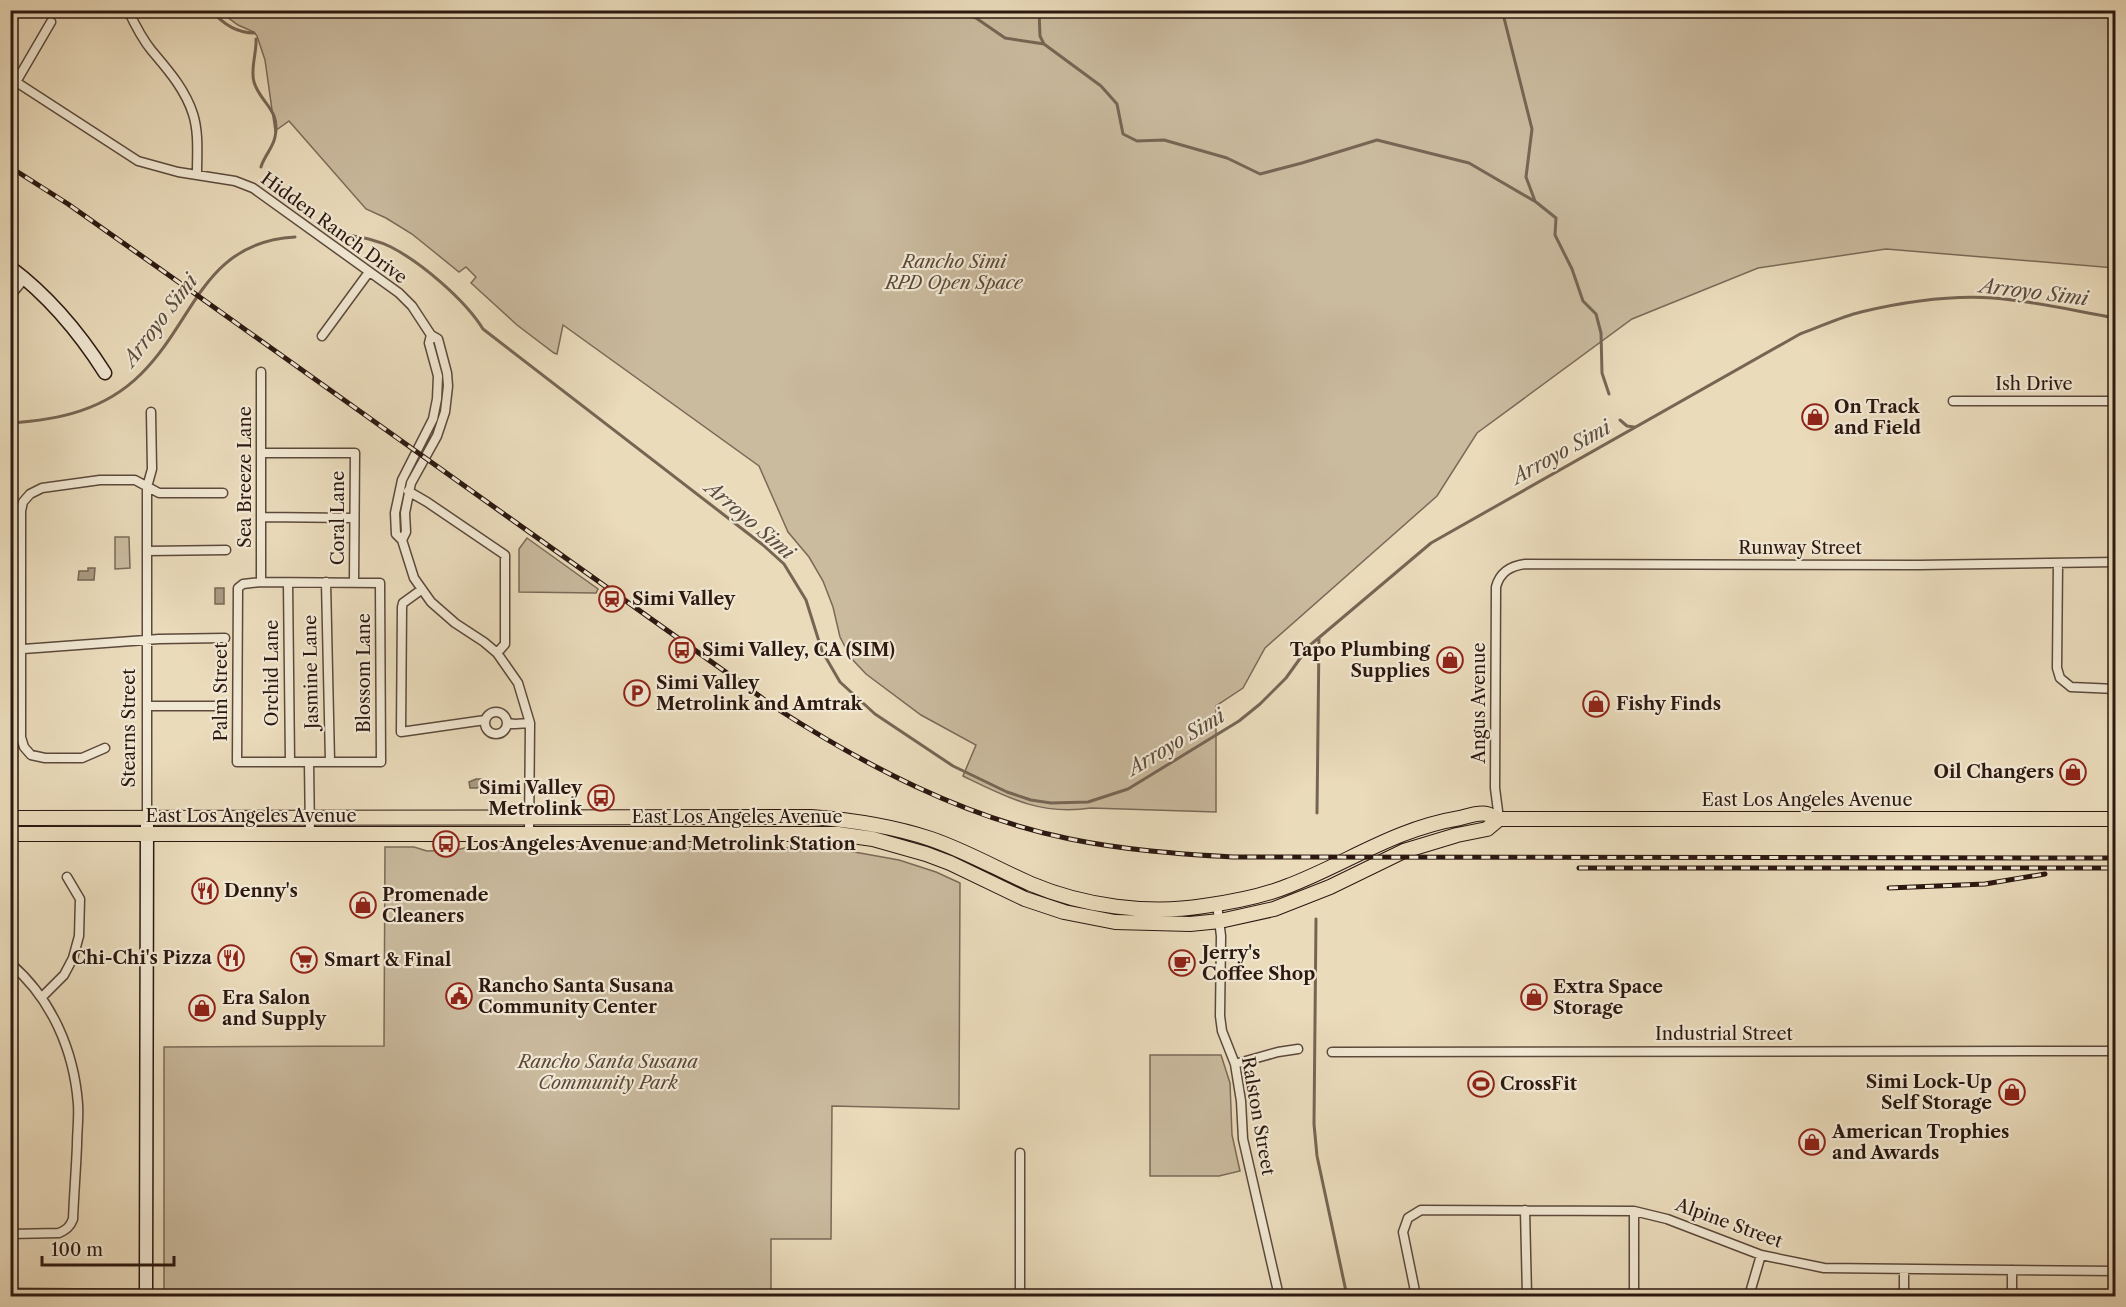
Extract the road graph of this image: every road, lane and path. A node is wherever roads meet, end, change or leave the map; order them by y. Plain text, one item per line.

* * *

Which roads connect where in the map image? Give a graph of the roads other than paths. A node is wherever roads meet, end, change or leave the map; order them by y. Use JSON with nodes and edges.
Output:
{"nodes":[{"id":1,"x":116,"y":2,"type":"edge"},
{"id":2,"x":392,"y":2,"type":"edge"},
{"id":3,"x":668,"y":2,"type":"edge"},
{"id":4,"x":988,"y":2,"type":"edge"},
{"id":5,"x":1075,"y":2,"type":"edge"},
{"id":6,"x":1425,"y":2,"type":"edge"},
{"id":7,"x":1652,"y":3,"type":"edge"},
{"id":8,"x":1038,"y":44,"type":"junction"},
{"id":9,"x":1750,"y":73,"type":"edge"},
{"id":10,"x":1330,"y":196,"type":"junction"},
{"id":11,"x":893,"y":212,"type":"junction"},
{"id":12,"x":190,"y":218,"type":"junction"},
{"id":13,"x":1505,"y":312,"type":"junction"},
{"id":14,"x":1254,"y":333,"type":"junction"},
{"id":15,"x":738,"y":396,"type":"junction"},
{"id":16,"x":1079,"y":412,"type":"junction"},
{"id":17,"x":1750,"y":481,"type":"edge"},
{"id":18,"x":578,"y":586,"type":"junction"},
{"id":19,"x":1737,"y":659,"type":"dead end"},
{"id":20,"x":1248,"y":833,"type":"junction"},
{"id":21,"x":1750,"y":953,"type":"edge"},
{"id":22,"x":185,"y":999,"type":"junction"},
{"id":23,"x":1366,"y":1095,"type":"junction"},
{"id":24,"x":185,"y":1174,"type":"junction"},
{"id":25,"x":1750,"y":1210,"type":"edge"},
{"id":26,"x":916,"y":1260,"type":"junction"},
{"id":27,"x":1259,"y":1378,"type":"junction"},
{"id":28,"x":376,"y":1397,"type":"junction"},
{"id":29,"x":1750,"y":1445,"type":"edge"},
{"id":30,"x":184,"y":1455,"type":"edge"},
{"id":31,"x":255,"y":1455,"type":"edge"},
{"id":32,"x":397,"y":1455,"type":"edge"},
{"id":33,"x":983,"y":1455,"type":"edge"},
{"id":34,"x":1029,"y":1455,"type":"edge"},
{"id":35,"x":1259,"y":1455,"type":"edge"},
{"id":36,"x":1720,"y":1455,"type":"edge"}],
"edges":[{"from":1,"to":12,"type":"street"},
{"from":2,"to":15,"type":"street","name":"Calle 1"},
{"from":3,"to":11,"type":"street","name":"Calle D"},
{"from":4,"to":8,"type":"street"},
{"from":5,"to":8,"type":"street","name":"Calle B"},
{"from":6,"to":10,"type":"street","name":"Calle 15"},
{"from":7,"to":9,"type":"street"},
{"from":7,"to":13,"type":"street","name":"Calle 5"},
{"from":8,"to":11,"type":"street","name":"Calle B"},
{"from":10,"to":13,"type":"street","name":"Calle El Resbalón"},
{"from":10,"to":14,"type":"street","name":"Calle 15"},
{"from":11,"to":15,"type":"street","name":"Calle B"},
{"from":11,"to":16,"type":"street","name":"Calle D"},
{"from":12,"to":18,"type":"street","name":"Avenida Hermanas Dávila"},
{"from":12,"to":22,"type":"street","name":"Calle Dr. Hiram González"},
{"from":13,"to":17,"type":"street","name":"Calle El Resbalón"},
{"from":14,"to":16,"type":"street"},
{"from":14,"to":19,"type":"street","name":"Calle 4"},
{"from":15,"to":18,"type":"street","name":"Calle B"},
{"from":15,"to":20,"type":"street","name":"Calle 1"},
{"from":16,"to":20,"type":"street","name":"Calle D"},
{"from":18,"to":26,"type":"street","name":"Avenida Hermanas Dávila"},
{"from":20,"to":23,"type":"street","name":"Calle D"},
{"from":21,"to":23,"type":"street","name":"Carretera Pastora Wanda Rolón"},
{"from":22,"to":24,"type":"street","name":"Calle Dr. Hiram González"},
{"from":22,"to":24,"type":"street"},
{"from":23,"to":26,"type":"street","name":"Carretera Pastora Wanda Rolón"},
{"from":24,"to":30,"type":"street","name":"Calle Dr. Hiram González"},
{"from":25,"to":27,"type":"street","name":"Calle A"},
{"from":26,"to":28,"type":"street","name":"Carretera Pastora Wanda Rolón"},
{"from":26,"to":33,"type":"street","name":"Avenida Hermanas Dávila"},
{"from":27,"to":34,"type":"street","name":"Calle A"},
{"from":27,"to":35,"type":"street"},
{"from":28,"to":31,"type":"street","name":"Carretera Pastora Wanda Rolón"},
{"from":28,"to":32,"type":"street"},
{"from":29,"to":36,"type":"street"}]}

---

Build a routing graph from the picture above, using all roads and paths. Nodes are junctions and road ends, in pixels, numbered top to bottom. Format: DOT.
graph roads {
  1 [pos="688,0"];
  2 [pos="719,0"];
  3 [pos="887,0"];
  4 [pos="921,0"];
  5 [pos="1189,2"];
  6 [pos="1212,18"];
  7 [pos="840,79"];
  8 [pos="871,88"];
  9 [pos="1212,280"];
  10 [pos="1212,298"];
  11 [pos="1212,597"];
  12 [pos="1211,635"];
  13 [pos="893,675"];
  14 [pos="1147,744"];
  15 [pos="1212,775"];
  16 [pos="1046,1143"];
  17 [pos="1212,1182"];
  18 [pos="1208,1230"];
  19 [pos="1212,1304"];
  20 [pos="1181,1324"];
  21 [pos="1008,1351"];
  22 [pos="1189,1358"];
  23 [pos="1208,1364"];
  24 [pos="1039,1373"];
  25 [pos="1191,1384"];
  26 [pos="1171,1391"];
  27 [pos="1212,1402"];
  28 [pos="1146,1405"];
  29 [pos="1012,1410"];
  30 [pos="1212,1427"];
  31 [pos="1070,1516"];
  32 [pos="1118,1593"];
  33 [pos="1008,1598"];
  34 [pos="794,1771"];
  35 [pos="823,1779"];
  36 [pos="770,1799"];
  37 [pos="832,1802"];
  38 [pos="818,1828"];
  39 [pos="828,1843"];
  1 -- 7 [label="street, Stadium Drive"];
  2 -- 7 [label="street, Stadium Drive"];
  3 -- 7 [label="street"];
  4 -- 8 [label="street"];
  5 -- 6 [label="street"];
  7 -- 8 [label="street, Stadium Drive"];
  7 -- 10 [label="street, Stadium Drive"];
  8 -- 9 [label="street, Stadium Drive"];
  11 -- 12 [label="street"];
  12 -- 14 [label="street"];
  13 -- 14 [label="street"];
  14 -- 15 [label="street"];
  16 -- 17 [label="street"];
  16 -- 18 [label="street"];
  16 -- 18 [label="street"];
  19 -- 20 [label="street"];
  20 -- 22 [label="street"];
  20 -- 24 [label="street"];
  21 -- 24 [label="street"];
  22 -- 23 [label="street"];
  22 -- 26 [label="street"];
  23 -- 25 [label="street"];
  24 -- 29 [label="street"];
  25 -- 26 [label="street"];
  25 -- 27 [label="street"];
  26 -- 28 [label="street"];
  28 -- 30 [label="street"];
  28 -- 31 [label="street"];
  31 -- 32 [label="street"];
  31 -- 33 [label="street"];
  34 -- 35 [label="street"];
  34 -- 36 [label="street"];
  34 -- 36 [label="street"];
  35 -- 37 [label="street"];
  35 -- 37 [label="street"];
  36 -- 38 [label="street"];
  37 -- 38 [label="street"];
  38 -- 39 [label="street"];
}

> [TASK TO COMPLETE]
Look through the entries above and list every line containing "change".

> [THE COMPLETED TASK]
Extract the road graph of this image: every road, lane and path. A node is wherever roads meet, end, change or leave the map; order them by y. Plain text, one item per line.
Which roads connect where in the map image? Give a graph of the roads other than paths. A node is wherever roads meet, end, change or leave the map; order them by y. Use JSON with nodes and edges.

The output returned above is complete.